A major chance in the treatment of people with severe mental disorders occurred in the 1950s, inspired by several factors;

  • Increase in the number of Ph.D. programs in clinical psychology to train psychologist to treat the mental health problems of World War II veterans.
  • Disenchantment with large state institutions
  • The development of antipsychotic drugs

A positive development: assertive community treatment

Since the 1970s, an increasing number of communities have developed outreach programs, often referred to as assertive community treatment (ACT) programs, and aimed at helping individuals with severe mental illness wherever they are in the community.
Each person with mental illness in need is assigned to a multidisciplinary treatment team. Someone on the team is available at any time of the day to respond to crises.

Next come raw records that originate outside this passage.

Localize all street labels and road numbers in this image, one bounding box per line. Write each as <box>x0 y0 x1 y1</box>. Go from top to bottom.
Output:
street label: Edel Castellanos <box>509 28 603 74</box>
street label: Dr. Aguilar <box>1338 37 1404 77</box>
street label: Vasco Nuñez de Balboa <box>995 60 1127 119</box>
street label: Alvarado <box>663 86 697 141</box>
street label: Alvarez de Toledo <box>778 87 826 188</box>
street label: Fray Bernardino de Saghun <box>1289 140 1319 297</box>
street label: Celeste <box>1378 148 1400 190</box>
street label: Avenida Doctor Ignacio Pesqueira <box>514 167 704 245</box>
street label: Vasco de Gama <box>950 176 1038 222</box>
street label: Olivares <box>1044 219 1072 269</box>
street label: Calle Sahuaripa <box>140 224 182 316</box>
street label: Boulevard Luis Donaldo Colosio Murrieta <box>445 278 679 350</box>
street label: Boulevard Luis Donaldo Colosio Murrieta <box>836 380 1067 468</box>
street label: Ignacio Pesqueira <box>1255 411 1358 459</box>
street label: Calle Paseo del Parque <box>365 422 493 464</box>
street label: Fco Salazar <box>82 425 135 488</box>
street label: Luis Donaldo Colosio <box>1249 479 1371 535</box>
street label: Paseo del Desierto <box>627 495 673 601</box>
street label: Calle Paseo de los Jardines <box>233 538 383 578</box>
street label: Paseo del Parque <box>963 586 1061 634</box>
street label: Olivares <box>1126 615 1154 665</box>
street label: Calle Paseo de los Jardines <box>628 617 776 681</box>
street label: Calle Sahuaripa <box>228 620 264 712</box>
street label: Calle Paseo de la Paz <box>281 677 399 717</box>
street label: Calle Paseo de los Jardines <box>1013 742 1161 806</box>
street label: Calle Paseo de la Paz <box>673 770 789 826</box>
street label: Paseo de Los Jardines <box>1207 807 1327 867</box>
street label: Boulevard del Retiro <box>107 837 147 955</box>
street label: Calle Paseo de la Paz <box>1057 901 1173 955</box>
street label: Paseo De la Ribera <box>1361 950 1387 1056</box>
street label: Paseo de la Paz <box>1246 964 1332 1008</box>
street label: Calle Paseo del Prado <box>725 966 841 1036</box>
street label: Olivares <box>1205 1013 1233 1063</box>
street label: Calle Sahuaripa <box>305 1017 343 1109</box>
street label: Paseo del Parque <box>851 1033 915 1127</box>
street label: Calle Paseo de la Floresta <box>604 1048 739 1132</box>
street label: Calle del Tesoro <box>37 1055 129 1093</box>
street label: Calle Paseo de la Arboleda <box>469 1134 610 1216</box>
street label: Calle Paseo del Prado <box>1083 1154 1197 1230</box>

Each patient is visited at least twice a week by a team member, who checks on his or her health, sees if any services are needed, and offers counseling when that seems appropriate.
The team meets frequently with family members who are involved with the patient, to support them in their care for the patient.

Structure of the mental health system

Mental health professionals

Mental health professionals are those who have received special training and certification to work with people who have psychological problems or mental disorders.
The primary categories;

  • Psychiatrists
  • Clinical psychologists
  • Counseling psychologists
  • Counselors
  • Psychiatric social workers
  • Psychiatric nurses

Biological treatments

Relieve the disorder by directly altering bodily processes.

Drugs

Drugs for mental disorders are far from unmixed blessings.
They nearly always produce undesirable side effects.

Antipsychotic drugs

Used to treat schizophrenia and other disorders in which psychotic symptoms predominate.
Such drug reduce and in some cases abolish the hallucinations, delusions, and bizarre actions that characterize the active phase of schizophrenia and they reduce the need for hospitalization.

All antipsychotic drugs in use today decrease the activity of the neurotransmitter dopamine at certain synapses in the brain, which is believed to be responsible for the reduction in psychotic symptoms.